With most sincere apologies to Little Jonathan Swift
For preventing the Baby Boomers of America from being a burden to their children or country, and for making them beneficial to the public.
It is melancholy AF to those who walk through our great cities or travel in the country, when they see the streets, the roads, and store fronts, crowded with wrinkled old people, followed by their equally wrinkled spouses and often three, four, or six of their decrepit cronies, all in polyester or other out-of-date rags, importuning every passerby for a boring conversation. These oldsters, instead of being able to work for their honest livelihood, are forced to employ all their time in begging to matter to anyone, and who as they grow ever older and more useless either turn to shuffling through shopping malls or driving 45 miles per hour in the fast lanes of our freeways.

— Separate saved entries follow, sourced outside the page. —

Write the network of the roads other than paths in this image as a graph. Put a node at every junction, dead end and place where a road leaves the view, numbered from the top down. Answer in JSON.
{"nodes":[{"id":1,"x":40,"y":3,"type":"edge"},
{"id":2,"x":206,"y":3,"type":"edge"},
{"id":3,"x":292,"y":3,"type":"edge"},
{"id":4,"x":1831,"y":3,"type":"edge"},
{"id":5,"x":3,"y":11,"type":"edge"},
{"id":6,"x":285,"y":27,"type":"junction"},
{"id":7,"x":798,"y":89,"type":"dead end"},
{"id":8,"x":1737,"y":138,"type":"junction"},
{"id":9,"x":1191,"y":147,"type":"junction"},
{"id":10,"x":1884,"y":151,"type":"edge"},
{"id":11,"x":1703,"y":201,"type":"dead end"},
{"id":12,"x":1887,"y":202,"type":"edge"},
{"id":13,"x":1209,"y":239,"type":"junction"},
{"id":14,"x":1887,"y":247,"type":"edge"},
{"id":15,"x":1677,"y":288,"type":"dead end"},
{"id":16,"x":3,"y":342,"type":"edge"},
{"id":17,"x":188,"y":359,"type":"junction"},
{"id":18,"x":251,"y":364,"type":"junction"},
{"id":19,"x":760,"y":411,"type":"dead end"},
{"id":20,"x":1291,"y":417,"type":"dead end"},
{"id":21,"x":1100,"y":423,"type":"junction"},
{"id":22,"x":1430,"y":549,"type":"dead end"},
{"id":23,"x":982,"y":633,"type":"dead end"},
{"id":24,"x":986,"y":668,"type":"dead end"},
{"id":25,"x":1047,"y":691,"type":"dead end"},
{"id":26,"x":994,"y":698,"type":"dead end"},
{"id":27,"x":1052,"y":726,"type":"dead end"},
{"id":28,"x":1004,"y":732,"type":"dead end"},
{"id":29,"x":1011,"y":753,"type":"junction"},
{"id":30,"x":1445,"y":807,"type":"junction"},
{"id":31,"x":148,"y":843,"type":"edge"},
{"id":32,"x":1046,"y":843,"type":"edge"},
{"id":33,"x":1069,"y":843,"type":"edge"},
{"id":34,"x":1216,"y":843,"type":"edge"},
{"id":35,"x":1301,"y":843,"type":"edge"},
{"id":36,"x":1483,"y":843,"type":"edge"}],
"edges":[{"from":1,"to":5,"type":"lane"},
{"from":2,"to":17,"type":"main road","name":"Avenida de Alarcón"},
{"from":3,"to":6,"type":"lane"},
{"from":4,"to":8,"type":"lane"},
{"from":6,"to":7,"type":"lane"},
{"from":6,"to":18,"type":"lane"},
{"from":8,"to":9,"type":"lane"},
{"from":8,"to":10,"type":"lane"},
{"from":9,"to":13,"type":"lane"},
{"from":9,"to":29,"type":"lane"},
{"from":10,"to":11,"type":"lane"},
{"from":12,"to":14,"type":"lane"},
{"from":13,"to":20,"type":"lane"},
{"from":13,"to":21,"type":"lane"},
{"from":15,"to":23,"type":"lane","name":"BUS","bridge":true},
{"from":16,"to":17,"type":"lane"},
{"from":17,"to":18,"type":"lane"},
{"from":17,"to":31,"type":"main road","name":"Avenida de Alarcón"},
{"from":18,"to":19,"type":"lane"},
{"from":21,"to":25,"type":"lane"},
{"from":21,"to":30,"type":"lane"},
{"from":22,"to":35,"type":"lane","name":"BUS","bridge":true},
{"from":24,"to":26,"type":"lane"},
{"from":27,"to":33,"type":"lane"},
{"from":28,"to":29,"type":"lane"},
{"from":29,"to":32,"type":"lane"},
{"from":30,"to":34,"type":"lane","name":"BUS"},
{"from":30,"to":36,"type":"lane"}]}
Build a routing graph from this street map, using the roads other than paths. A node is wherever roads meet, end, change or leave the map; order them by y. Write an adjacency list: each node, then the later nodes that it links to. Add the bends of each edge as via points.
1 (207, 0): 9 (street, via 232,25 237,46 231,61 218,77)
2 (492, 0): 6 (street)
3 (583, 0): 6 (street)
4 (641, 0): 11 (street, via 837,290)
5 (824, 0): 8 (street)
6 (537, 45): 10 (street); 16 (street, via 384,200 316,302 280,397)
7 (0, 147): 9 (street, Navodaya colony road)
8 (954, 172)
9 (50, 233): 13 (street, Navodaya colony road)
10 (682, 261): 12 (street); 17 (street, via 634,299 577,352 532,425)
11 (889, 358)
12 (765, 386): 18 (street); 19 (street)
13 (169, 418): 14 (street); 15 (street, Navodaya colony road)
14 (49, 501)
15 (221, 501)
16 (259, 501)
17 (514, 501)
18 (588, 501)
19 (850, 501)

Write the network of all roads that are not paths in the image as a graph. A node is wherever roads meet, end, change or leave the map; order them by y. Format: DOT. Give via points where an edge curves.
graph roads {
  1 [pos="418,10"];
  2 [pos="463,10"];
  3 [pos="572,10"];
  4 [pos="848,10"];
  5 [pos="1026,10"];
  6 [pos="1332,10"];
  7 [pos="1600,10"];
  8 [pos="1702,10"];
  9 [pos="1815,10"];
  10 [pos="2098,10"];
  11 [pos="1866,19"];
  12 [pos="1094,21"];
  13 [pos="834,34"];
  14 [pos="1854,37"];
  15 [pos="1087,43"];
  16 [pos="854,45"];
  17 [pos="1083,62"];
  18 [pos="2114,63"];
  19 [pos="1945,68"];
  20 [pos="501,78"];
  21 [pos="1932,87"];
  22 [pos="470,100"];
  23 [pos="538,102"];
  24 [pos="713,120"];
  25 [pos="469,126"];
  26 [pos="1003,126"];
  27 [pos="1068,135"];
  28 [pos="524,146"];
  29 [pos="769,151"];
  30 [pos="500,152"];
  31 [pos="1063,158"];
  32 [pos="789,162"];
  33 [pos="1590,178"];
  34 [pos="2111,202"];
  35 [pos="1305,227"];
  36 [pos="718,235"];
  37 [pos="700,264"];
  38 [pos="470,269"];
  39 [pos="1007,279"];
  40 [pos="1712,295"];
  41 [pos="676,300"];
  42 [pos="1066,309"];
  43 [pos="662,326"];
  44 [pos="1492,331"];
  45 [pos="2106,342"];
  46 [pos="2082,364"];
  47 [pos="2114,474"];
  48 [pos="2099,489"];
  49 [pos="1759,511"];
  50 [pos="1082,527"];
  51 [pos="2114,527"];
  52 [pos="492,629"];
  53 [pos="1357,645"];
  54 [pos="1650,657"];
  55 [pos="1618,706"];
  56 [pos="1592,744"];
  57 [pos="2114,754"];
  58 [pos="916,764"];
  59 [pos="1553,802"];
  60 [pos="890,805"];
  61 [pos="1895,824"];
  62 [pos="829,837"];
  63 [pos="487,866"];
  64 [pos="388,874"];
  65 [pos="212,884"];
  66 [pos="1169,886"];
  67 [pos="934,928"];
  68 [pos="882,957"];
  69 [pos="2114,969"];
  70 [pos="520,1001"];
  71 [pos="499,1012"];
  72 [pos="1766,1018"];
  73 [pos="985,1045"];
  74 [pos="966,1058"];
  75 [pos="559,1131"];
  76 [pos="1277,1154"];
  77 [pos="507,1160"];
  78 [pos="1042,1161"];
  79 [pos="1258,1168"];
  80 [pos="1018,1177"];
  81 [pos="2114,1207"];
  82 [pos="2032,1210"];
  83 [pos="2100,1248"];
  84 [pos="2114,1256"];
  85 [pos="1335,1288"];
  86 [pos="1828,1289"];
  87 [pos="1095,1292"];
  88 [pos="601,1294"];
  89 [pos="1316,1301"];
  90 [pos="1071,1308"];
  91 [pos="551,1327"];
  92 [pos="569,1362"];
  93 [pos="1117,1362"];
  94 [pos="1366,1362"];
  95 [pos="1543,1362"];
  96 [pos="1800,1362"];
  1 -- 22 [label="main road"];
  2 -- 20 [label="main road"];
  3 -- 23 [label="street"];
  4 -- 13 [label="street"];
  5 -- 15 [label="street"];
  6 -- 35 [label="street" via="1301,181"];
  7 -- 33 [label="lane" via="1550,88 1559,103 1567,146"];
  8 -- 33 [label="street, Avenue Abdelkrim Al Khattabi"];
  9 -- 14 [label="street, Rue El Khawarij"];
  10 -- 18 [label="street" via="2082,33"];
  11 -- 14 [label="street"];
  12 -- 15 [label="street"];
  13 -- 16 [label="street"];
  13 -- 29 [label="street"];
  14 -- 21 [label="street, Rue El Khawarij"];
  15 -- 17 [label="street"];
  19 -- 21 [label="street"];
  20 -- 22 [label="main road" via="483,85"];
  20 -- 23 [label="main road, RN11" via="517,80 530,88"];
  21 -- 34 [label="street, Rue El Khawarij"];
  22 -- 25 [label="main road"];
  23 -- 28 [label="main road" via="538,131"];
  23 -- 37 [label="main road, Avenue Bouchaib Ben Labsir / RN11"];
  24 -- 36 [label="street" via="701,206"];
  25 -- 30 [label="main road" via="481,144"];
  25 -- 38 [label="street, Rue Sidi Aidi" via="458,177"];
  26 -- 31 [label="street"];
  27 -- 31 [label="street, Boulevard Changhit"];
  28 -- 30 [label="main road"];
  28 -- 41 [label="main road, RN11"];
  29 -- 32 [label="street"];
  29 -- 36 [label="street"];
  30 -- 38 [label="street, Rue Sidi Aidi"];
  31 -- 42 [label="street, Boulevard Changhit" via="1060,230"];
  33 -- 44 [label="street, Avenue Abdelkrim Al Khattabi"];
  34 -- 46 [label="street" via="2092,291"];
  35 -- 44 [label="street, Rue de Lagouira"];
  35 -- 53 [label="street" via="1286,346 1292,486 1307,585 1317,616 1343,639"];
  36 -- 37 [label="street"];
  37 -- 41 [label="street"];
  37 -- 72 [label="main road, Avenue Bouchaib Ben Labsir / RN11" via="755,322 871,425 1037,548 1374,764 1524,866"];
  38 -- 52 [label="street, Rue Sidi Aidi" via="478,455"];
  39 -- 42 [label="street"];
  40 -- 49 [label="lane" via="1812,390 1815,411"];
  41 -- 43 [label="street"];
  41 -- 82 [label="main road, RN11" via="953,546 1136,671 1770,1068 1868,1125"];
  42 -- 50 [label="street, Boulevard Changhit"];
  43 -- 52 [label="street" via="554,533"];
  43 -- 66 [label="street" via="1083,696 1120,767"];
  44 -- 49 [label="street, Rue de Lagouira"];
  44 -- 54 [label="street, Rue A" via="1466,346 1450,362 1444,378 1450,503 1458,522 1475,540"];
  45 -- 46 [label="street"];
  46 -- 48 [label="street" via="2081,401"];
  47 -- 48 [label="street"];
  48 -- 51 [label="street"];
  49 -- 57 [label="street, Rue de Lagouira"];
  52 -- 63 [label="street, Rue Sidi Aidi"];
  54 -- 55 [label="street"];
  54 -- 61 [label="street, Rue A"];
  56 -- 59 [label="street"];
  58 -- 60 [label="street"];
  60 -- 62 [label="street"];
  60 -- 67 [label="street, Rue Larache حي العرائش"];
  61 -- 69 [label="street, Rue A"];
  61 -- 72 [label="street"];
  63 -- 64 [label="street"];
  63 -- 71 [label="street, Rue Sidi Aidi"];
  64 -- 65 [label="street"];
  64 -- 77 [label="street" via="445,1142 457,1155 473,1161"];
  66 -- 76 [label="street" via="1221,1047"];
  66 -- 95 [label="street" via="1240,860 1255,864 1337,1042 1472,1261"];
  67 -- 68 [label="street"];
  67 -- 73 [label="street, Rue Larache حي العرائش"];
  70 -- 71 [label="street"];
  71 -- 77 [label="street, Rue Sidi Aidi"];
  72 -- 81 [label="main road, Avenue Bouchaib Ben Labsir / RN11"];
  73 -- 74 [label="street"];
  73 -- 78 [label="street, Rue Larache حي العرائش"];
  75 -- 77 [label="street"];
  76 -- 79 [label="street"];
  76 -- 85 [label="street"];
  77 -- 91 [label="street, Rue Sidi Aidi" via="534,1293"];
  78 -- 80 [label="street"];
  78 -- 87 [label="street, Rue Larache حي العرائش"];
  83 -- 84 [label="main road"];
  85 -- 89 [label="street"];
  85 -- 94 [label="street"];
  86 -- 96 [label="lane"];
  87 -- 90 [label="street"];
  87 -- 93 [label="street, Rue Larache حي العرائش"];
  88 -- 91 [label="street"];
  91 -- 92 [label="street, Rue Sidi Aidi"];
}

I think it is agreed by all parties that this prodigious number of pensioners, is in the present deplorable state of the Democracy a very great additional grievance; and, therefore, whoever could find out a fair, cheap, and easy method of making these oldsters sound, useful members of society, would deserve so well of the public as to have his statue set up for a preserver of the nation.
But my intention is very far from being confined to provide only for the Boomers among us; it is of a much greater extent, and shall take in the whole number of Boomers to come who are appearing in ever-greater numbers, estimated at 10,000 each and every day, and are of such little use to the rest of society that their sole function seems to be to clog up stores as they slowly write checks for their purchases.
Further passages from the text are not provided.